Mahzun gözlü prensesi gündeme getirmemin sebebi, dün gazetelerin internet sitelerinde okuduğum bir haber: Süreyya’nın mirası, ağabeyinin şoförüne kalmış!
Haberi anlamakta önce biraz zorluk çektim. Başlıkta “Prensesin mirası şoförüne kaldı” deniyor ama sonra “Bir Alman mahkemesinin, mirasın vefat etmiş ağabeyinin eski şoförüne gitmesine karar verdiği” söyleniyordu. Süreyya’nın kardeşi Bican İsfendiyarî “ağabey” yapılıyor, üstelik haber üslûbunda şimdiye kadar yeralmamış zarif mi zarif bir ifade kullanılıyor ve İsfendiyarî’den “adam” diye bahsediliyordu!

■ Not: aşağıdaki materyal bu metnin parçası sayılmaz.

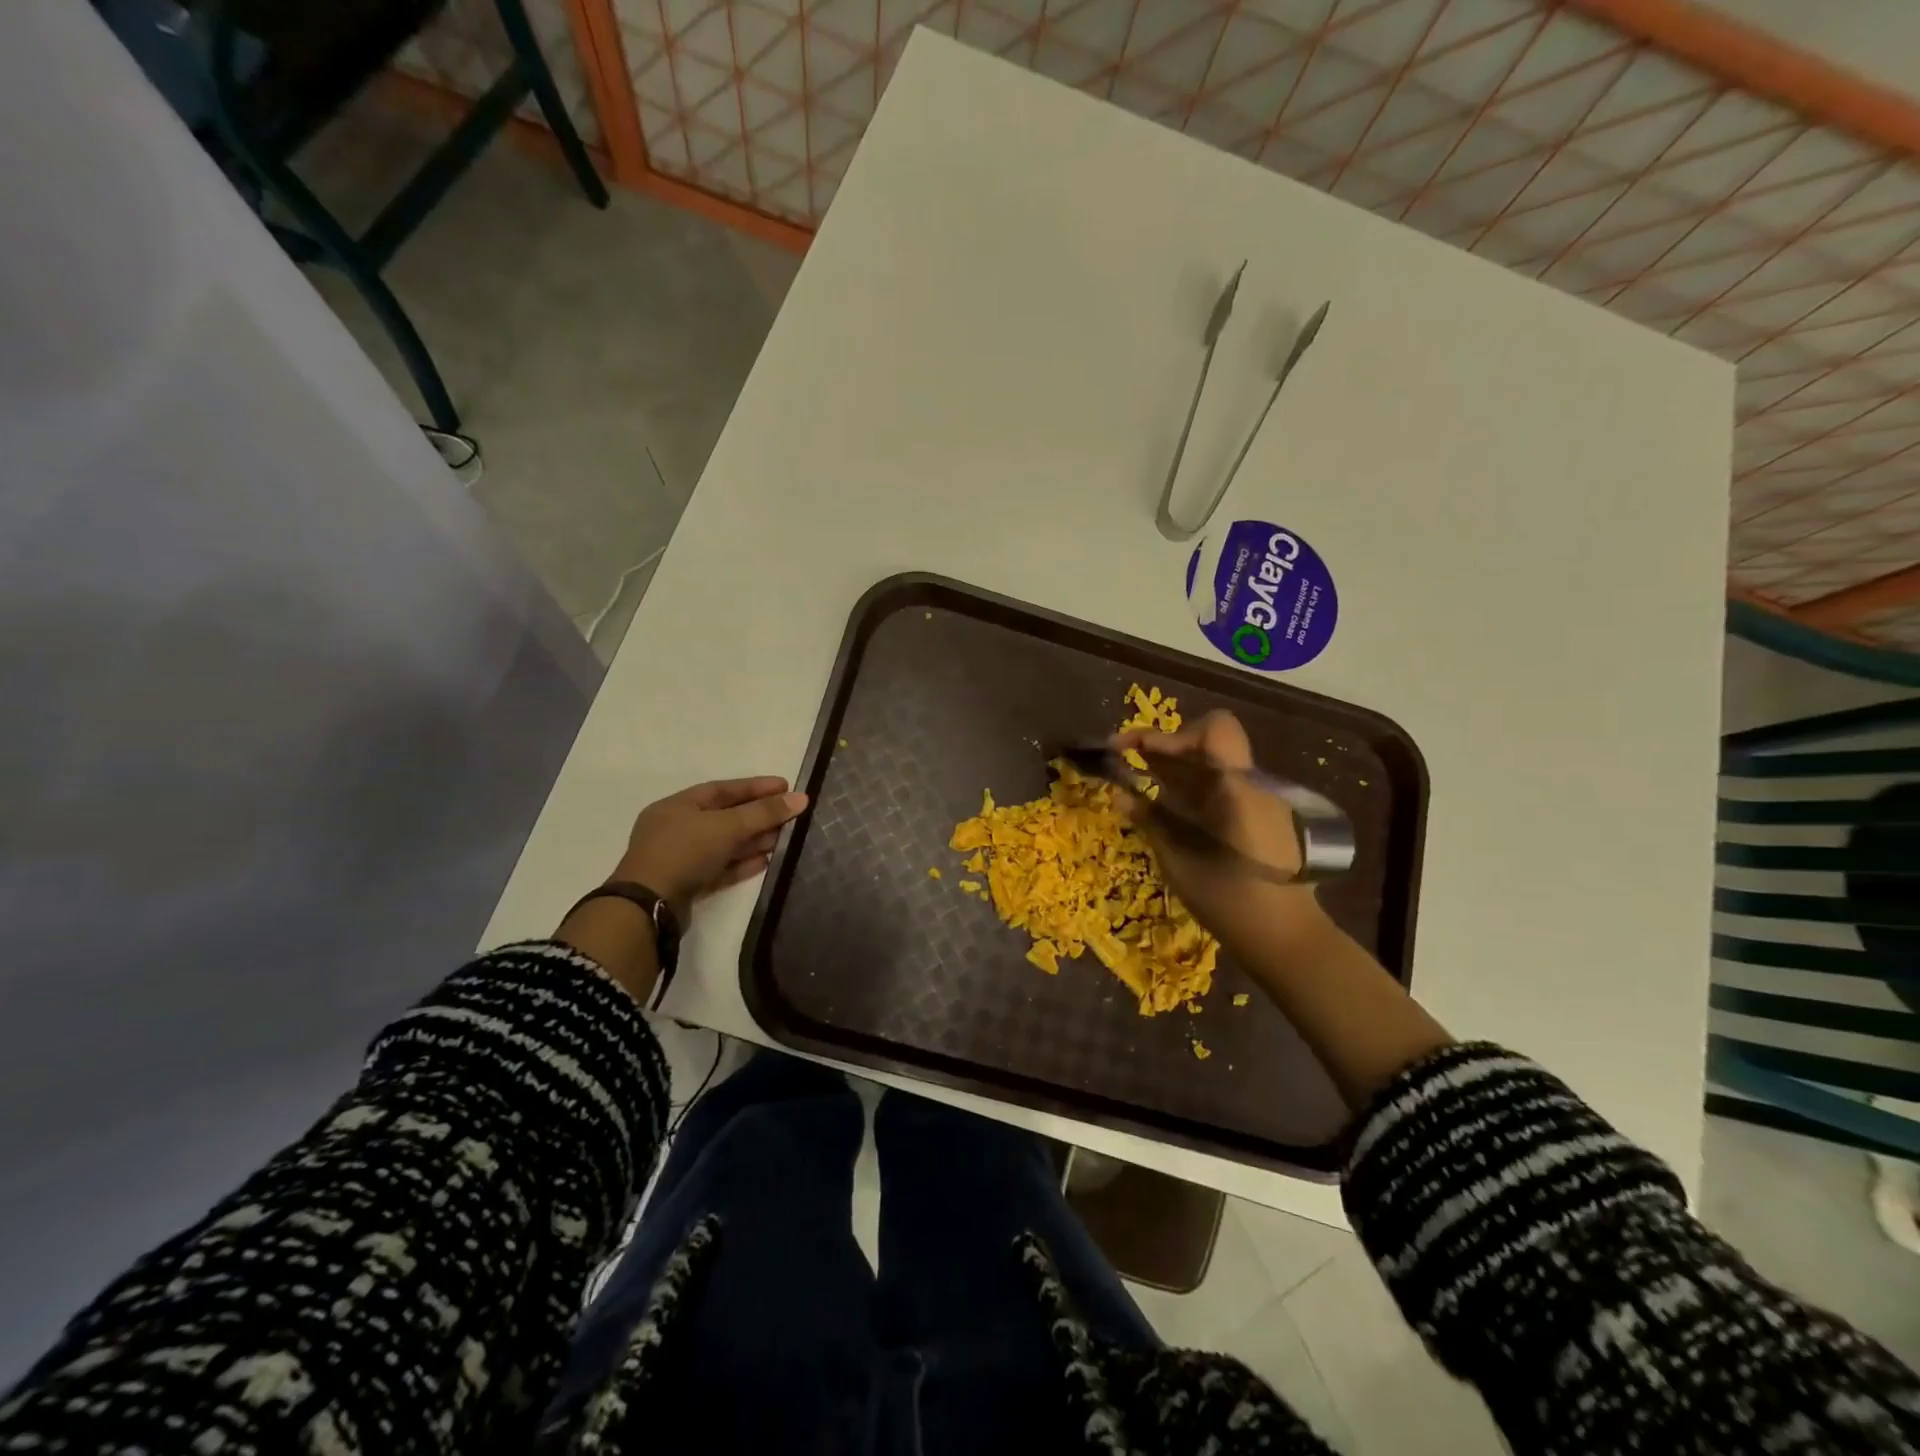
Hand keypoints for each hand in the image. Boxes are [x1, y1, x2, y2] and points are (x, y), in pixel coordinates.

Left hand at [613, 776, 809, 921]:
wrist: (647, 907)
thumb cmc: (684, 852)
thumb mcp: (727, 826)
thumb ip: (764, 813)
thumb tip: (801, 798)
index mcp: (677, 806)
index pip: (722, 789)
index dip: (755, 787)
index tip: (785, 786)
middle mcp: (676, 829)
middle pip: (725, 817)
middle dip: (758, 816)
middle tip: (790, 815)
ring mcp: (680, 859)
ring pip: (724, 844)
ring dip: (753, 841)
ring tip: (783, 840)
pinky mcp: (687, 885)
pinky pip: (720, 869)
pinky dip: (742, 864)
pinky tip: (765, 862)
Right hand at [1113, 710, 1325, 957]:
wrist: (1287, 936)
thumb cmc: (1230, 902)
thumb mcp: (1179, 862)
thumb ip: (1150, 822)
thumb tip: (1118, 795)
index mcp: (1238, 789)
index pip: (1213, 730)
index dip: (1167, 733)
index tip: (1129, 749)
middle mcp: (1253, 783)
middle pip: (1207, 741)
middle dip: (1164, 747)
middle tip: (1129, 764)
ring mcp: (1261, 797)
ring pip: (1213, 762)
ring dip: (1176, 765)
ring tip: (1142, 784)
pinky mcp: (1261, 813)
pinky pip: (1221, 784)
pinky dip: (1191, 785)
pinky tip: (1170, 808)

Haberde ne denmek istendiğini güç-belâ çözebildikten sonra hayli şaşırdım, çünki bizzat tanıdığım Prenses Süreyya bildiğim kadarıyla beş parasızdı!

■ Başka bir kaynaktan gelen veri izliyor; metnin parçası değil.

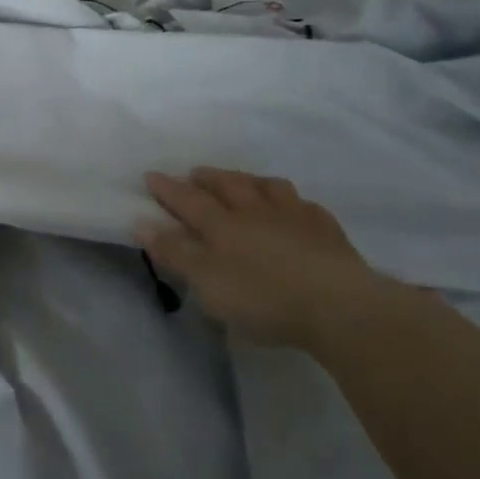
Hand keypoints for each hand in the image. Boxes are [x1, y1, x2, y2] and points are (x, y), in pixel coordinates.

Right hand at [136, 168, 391, 346]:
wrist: (338, 305)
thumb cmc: (262, 297)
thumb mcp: (207, 282)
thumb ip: (175, 252)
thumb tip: (141, 222)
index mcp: (222, 225)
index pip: (187, 200)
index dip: (167, 188)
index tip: (150, 175)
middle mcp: (255, 212)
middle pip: (228, 186)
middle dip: (207, 178)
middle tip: (194, 173)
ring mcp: (294, 217)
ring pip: (268, 187)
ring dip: (250, 181)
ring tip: (243, 181)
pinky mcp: (326, 231)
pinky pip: (305, 206)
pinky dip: (293, 202)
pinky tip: (294, 207)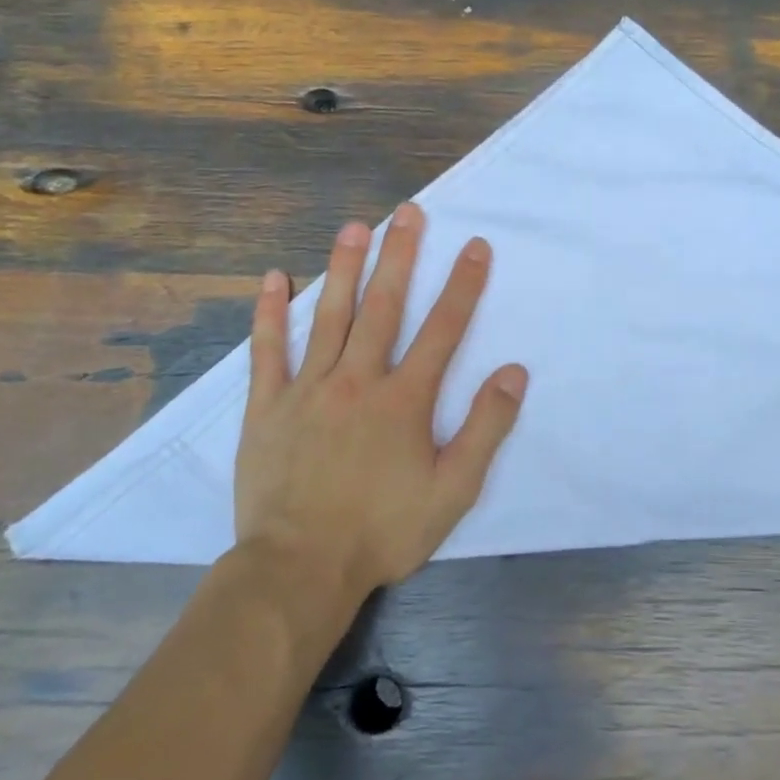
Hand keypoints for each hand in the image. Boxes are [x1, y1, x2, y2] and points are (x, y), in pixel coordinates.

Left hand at [235, 203, 527, 605]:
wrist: (300, 567)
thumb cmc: (383, 531)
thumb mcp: (453, 490)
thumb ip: (485, 428)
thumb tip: (513, 373)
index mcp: (404, 400)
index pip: (442, 329)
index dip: (462, 285)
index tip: (475, 246)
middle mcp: (357, 380)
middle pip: (383, 306)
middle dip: (400, 256)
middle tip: (408, 212)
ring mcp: (307, 389)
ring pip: (328, 315)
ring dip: (343, 267)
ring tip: (355, 226)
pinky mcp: (267, 406)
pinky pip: (267, 350)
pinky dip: (270, 313)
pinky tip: (274, 278)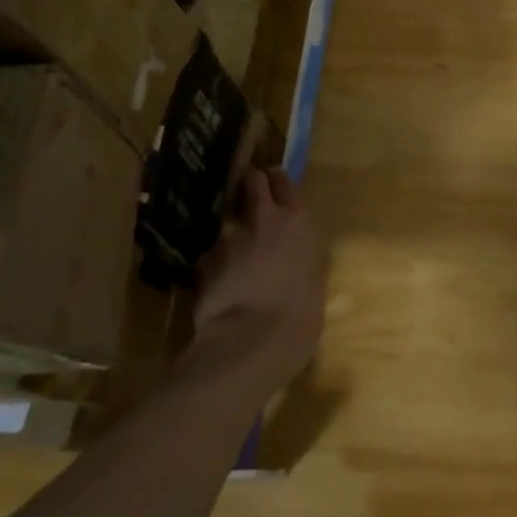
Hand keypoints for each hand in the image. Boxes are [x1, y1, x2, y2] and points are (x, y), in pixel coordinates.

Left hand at [189, 167, 325, 396]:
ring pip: (227, 225)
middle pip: (252, 186)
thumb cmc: (301, 312)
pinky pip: (210, 257)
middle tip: (250, 190)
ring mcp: (228, 241)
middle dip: (249, 185)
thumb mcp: (313, 279)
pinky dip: (215, 263)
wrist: (253, 339)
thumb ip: (300, 258)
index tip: (273, 176)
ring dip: (231, 234)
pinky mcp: (204, 265)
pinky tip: (218, 279)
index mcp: (298, 223)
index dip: (277, 179)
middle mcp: (263, 222)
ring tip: (234, 252)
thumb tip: (292, 258)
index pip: (285, 184)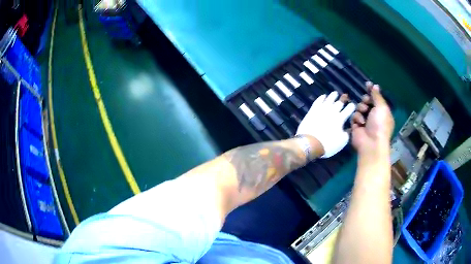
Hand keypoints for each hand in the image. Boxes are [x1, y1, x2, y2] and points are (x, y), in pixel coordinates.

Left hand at [296, 91, 354, 157]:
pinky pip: (318, 101)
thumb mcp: (341, 142)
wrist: (309, 143)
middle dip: (343, 99)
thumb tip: (347, 129)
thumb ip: (346, 134)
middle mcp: (332, 111)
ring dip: (333, 96)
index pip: (348, 110)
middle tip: (345, 96)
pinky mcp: (312, 110)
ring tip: (335, 93)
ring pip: (329, 99)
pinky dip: (321, 97)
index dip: (351, 107)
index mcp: (340, 119)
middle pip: (339, 103)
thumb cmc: (328, 145)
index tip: (353, 105)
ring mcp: (321, 109)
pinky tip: (323, 96)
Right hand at [351, 82, 393, 155]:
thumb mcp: (381, 107)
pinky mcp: (357, 126)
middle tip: (367, 102)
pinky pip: (354, 116)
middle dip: (366, 100)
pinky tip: (360, 123)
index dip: (372, 91)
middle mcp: (374, 116)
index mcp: (383, 112)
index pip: (377, 98)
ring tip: (364, 113)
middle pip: (367, 101)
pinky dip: (357, 118)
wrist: (371, 143)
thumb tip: (375, 85)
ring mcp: (365, 121)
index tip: (367, 84)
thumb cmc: (380, 124)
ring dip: (361, 109)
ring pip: (359, 107)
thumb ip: (377, 95)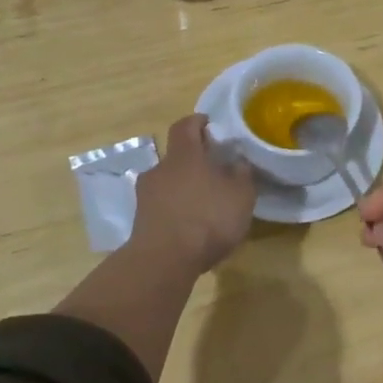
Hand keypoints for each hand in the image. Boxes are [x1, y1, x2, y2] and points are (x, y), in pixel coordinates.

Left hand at [129, 114, 256, 274]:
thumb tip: (237, 162)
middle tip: (214, 172)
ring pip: (167, 182)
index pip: (185, 125)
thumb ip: (241, 175)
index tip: (209, 124)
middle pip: (176, 156)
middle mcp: (160, 168)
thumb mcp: (240, 195)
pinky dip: (175, 210)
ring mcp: (146, 195)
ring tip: (204, 204)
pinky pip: (161, 206)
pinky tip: (191, 226)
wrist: (163, 260)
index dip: (197, 122)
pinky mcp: (140, 221)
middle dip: (193, 161)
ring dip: (183, 188)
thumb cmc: (207, 218)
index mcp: (184, 154)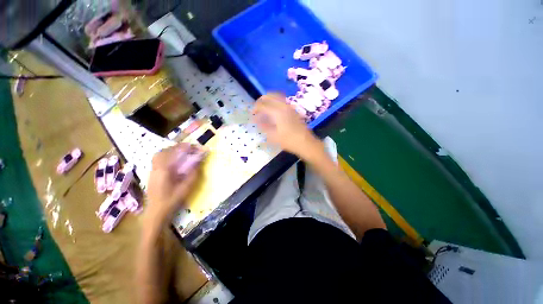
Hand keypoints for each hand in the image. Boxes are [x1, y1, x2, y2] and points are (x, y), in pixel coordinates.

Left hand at [145, 144, 199, 225]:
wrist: (156, 212)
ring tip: (182, 152)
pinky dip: (166, 155)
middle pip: (165, 150)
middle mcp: (156, 167)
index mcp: (164, 170)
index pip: (175, 153)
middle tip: (190, 148)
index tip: (195, 146)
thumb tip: (199, 161)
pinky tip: (174, 160)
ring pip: (160, 154)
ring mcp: (152, 170)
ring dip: (171, 150)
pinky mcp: (152, 173)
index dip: (185, 148)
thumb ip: (193, 173)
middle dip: (178, 147)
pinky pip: (158, 159)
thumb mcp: (186, 187)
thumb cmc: (172, 200)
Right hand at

Paris’te gerçi bir dairesi vardı ama genellikle şehrin lüks otellerinde ve bilhassa Plaza Athénée’de normal bir odada kalmayı tercih eder, oteller Süreyya’dan para almazlardı. Zira hemen her kesimin meraklı ve hayran bakışlarını eski günlerdeki kadar olmasa bile yine celbedebiliyordu ve sâkinlerinin arasında onun da bulunması, oteller için mükemmel bir reklâm vasıtası idi.
BİR GECELİK MÜCEVHERLER
Avrupa’nın jet sosyetesinde şânı devam ettiği için sadece lüks otellerin değil, büyük şirketlerin ve yeni zenginlerin bazı davetlerinde, özellikle de önemli defilelerde bulunmasını arzu ettikleri bir isimdi ve salona son derece pahalı mücevherlerle girdiği zaman bütün bakışlar üzerine çevriliyordu.
Ama, taktığı mücevherlerin artık hiçbiri onun değildi, Süreyya’ya Paris’in önde gelen cevahir mağazaları tarafından isimlerini duyurma maksadı ile, sadece o davette kullanması için verilmişlerdi. Sık sık Cartier’nin yahut İran’ın kendinden sonraki imparatoriçesi Farah’ın tacını yapan firma olmasına rağmen Van Cleef’in mücevherleri ile görülür, davet sonrasında otele döndüğünde lobiden eski haşmetini taklit edercesine geçip odasına gider ve taktığı herşeyi dönüşünü bekleyen mücevher şirketinin korumalarına teslim ederdi.
Sabık imparatoriçenin mirası, vesairesi bir tarafa; “şoför” muammalı ve “adam”lı dünkü ifadeler Türkçe’yi artık doğru-dürüst kullanamaz hâle gelmiş olmamızı bir tarafa bırakın, en basit bir haberi bile düzgün şekilde yazmaktan âciz kaldığımızı ve “redaksiyon” kavramının da yerinde yeller estiğini göstermektedir!